### Task prompt
Reproduce word for word, from the entries below, the line with "middle dip: (367, 254)", the line with "ring tip: (435, 168)", and every line between them, and nothing more.

Top of Given information

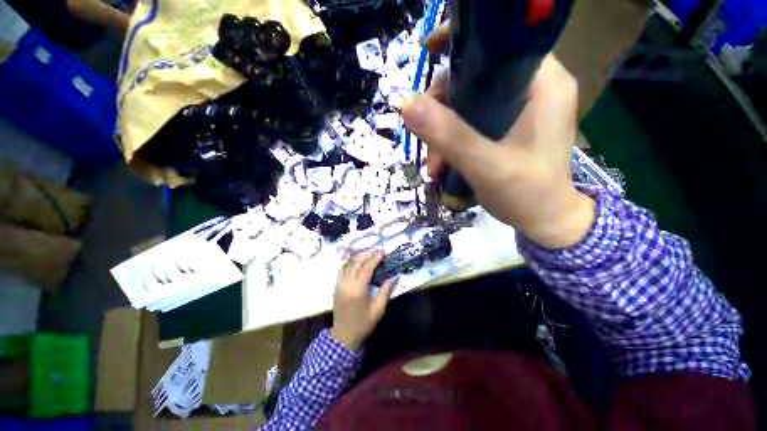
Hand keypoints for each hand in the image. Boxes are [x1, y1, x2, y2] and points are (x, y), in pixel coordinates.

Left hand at [331, 251, 396, 349]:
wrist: (344, 336)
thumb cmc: (363, 323)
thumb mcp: (378, 310)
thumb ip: (386, 291)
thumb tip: (395, 277)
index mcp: (358, 289)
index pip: (367, 268)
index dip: (375, 258)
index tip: (382, 252)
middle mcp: (347, 283)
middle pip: (356, 262)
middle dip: (367, 254)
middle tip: (377, 250)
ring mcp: (339, 284)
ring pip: (348, 264)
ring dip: (359, 256)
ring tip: (369, 253)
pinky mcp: (336, 286)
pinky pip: (342, 269)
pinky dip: (350, 262)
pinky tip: (356, 261)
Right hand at [402, 24, 594, 248]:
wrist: (546, 222)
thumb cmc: (527, 195)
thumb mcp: (484, 165)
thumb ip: (447, 135)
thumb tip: (404, 102)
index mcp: (542, 83)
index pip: (501, 42)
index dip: (462, 43)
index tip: (428, 52)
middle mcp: (534, 89)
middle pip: (475, 78)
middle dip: (442, 112)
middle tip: (429, 145)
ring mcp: (520, 110)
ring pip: (468, 105)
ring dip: (443, 134)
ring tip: (435, 168)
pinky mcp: (509, 128)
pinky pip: (472, 123)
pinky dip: (453, 142)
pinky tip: (444, 166)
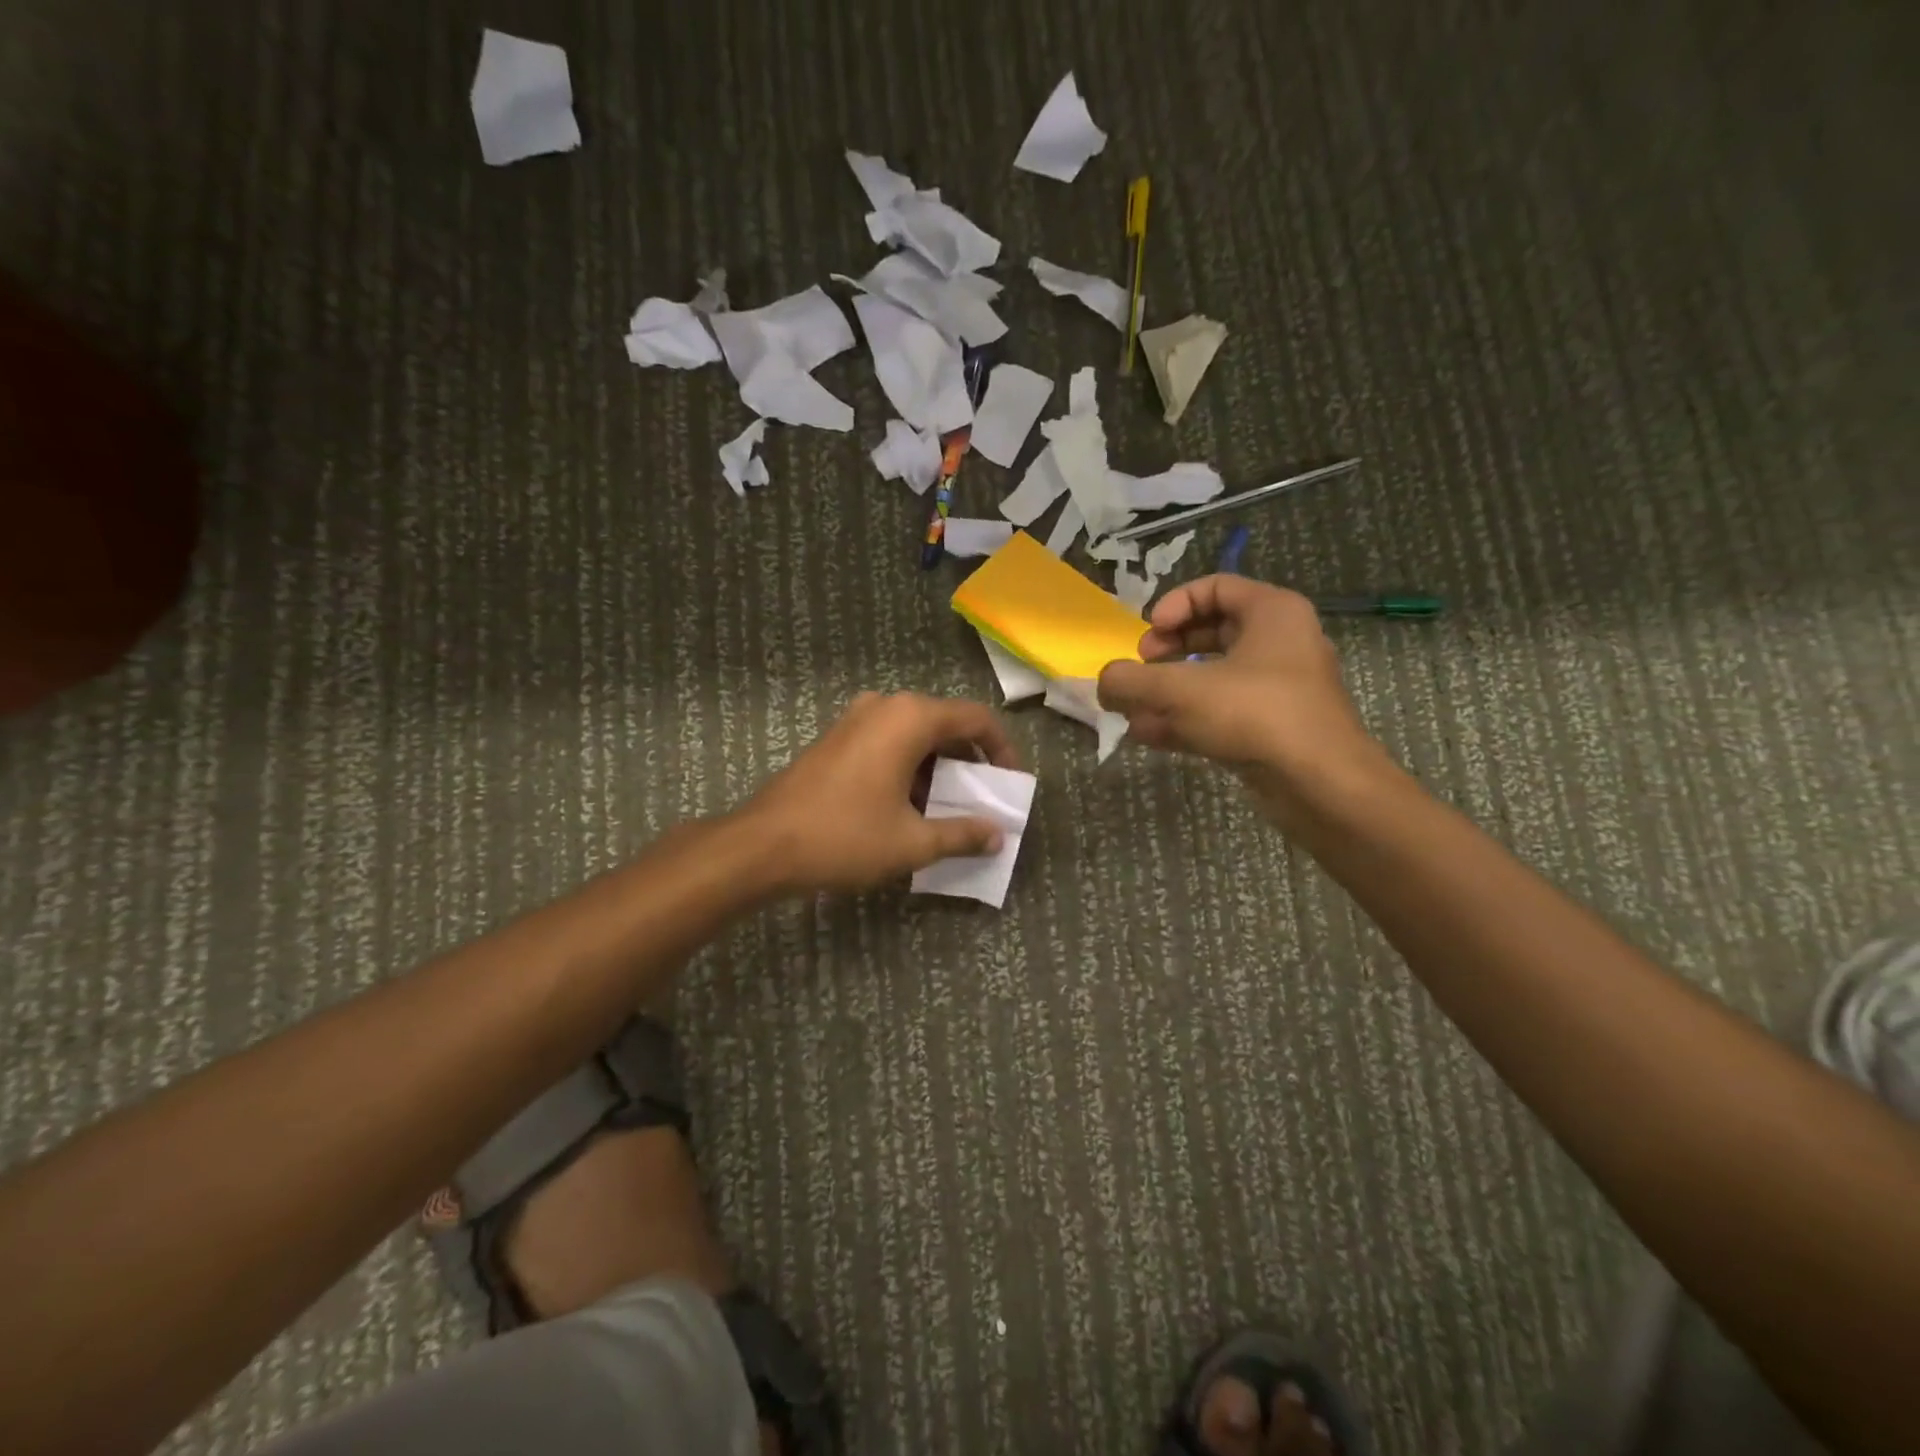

Bottom of Given information

### Answer area
middle dip: (367, 254)
middle tip: (377, 250)
ring mcp: (339, 284)
ring pip: (348, 264)
ring dip: (359, 256)
ring tip: (369, 253)
pinky mcp: (336, 286)
pinky pip: (342, 269)
pinky dip: (350, 262)
pinky tip: (356, 261)
Right hand at [402, 24, 594, 248]:
wrist: (546, 222)
thumb cmc: (527, 195)
thumb mcp: (484, 165)
thumb ip: (447, 135)
thumb tip: (404, 102)
index mcp: (542, 83)
index pip: (501, 42)
index dip: (462, 43)
index tip: (428, 52)
middle mcp: (534, 89)
middle pip: (475, 78)
middle dip: (442, 112)
middle tip: (429, 145)
ring mcp: (520, 110)
ring pip: (468, 105)
ring dip: (443, 134)
ring tip: (435, 168)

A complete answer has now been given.